If you can forgive what he has been doing to you emotionally and psychologically, that's fine and good luck to you both, but you need to understand what is going on before you can forgive it, and he needs to acknowledge what he is at, and commit to not doing it any more. I think you are somewhat in denial about his level of connection to the relationship and to the children.

A healthy relationship needs two committed people.

He has an expensive car he uses pretty much for himself. He has given a lot of money to his family. He goes on holiday. Instead of pulling his weight with the DCs on weekends he seems to have some sort of very entitled mindset where he gets what he wants and you get stuck with all the responsibility.

That being said, do not wake him when he's asleep. Get sleep yourself and let him sleep too. Waking him from sleep to rake over the relationship would be a big mistake. He would be right to be very resentful of that. Nobody likes to be ambushed with deep relationship talks when they're asleep.

DarkKnight123 · 14/01/2014 22:15

"I think should I go downstairs or wake dh if he's in dds room but then I don't as I don't know what to say to him or how to approach him."

Perhaps instead of talking about the problems it would be better for you both to start talking about what would be the ideal future that you want. What kind of relationship do you want? Presumably to be loved and valued and to give those feelings to your husband. You could ask him how he sees a good relationship? Hopefully you'll find a middle ground. From there work backwards, identify the blocks and issues that are stopping you both getting to where you want to be.

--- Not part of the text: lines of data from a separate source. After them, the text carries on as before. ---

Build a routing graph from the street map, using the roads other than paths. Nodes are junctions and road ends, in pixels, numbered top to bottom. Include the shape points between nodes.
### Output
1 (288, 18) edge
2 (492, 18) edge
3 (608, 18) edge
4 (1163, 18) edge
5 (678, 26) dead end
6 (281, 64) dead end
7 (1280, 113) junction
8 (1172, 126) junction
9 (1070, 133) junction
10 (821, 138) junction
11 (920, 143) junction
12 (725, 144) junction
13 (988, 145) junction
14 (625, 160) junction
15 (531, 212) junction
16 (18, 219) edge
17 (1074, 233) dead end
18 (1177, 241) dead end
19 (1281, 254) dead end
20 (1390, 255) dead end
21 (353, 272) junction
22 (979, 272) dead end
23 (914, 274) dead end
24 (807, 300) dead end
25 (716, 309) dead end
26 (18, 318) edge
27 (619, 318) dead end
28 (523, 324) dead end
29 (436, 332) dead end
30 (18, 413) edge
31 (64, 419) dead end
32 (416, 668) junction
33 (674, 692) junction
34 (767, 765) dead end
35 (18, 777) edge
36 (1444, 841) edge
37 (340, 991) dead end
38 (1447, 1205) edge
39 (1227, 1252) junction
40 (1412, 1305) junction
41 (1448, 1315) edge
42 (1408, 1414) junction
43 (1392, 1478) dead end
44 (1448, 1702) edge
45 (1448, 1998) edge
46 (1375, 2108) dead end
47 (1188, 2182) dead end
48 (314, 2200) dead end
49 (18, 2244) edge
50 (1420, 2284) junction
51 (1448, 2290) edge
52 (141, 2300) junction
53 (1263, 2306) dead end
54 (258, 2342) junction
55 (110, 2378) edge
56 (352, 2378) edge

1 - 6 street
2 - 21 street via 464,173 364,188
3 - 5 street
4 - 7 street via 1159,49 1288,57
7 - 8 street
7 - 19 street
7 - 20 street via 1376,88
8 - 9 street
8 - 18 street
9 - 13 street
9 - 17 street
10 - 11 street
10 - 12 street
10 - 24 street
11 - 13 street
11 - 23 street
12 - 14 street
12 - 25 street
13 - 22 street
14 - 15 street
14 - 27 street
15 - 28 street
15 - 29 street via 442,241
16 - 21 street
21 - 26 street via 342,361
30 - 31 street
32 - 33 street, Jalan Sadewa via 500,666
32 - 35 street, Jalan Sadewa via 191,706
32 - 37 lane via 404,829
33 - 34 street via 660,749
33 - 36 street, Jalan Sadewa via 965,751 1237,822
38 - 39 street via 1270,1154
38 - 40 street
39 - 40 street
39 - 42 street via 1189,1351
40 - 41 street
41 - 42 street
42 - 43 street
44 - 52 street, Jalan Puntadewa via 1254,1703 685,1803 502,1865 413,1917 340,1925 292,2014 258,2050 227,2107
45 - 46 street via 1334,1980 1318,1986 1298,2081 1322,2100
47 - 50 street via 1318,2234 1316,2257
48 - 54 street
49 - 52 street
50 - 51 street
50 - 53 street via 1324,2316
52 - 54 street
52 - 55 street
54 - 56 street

horsetowater · 14/01/2014 22:21

Hedge how old are your children?

Edenviolet · 14/01/2014 22:25

When we have had talks in the past dh has just said all he wants is for dcs to be older, hopefully not any worse health wise and to have to do less for them.
I think he's just getting through the days hoping time passes quickly so he can relax and take up hobbies. I don't know if he sees me in that future. He talks of holidays and fishing, whereas I was imagining spending more time together.

At the moment I'd love to just go for a coffee with him and just chat, or watch a film when dcs in bed if they stay asleep long enough but he barely even looks at me, I'm so terribly lonely which is silly because I'm not actually alone.

Edenviolet · 14/01/2014 22:26

Dcs are 12,7,4 and 1

horsetowater · 14/01/2014 22:28

What are the needs of the 12 year old?